Los hongos se estaban por quemar. El olor a comida calcinada llegaba hasta el teléfono cuando un hombre de voz ronca me dijo a través de la línea: "Mañana no venga a trabajar, vamos a prescindir de sus servicios por tiempo indeterminado".
Eran las diez de la noche. Ya no me importó comer. Arrojé los champiñones consumidos en la bolsa de basura, que colgaba de la puerta del patio. Lavé la sartén de teflón con una esponja suave, la sequé con un repasador y la guardé en el canasto de las ollas.
Empujé la mesa contra la pared, acomodé las revistas de cocina en un costado y comencé a inflar mi colchón de camping en el medio del monoambiente. Regulares empujones de mis brazos contra el inflador hacían que mi cama apareciera ante mis ojos.

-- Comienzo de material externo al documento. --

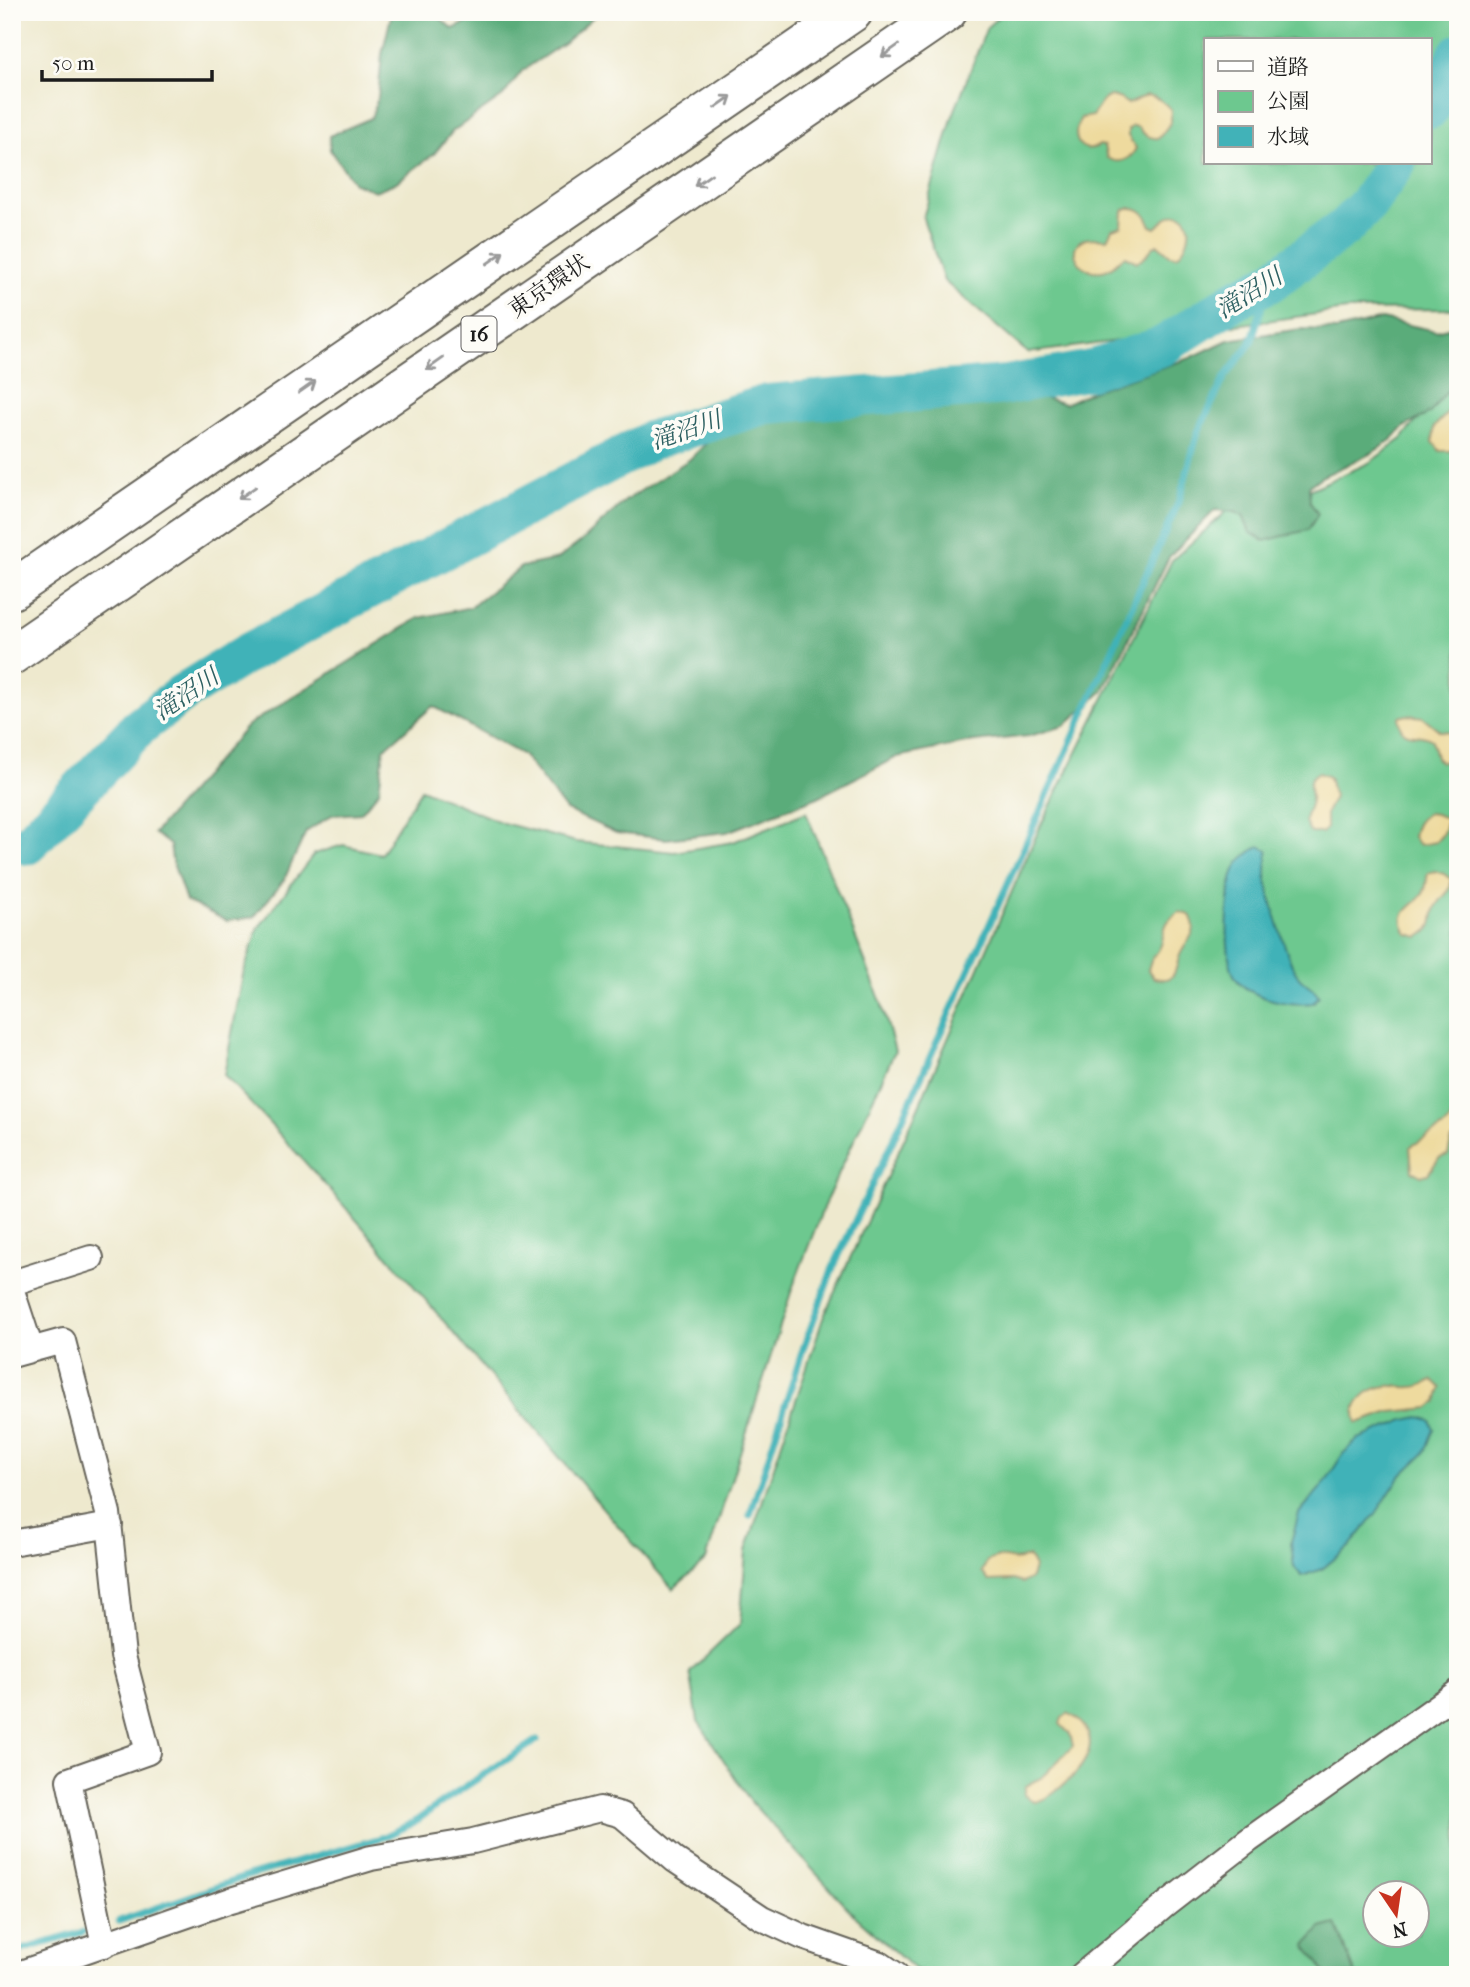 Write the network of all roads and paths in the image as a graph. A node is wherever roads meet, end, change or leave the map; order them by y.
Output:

El reloj sonó a las 6:30 AM, me desperté sobresaltada y encendí la hornalla para preparar mate mientras me cambiaba. En el baño, frente al espejo, me pinté los labios y los párpados. Planché mi pollera del uniforme y de repente tomé conciencia de todo: no debía ir a trabajar. Me volví a acostar con pollera y todo. No me importó que se arrugara. Mi lápiz labial adornó de rojo la bombilla del mate hasta que se acabó el agua.
Me cambié de ropa, me puse un pantalón y salí. El día estaba nublado. La gente iba y venía de sus trabajos. Conocí seis plazas nuevas caminando en línea recta hacia ninguna parte cuando, de pronto, el cielo se oscureció. Estaba lejos de casa como para volver antes de que comenzara a llover. Entré en un bar. Pedí un café con una cucharada sopera de leche fría. Me trajeron también una macita seca. Con mis dedos logré hacer de ella un polvo regular y de un sólo color. El café se enfrió enseguida, pero lo tomé igual. Afuera la gente corría para protegerse de la lluvia. Alguien pasó riendo con la cara hacia el cielo y toda empapada. No me miró. Recorrí con mis ojos el ángulo de ventanas que daba a la calle. Pequeños carteles pegados en los vidrios anunciaban las promociones del día. Me detuve en uno pequeño que estaba junto a la puerta: "Se solicita ayudante de cocina".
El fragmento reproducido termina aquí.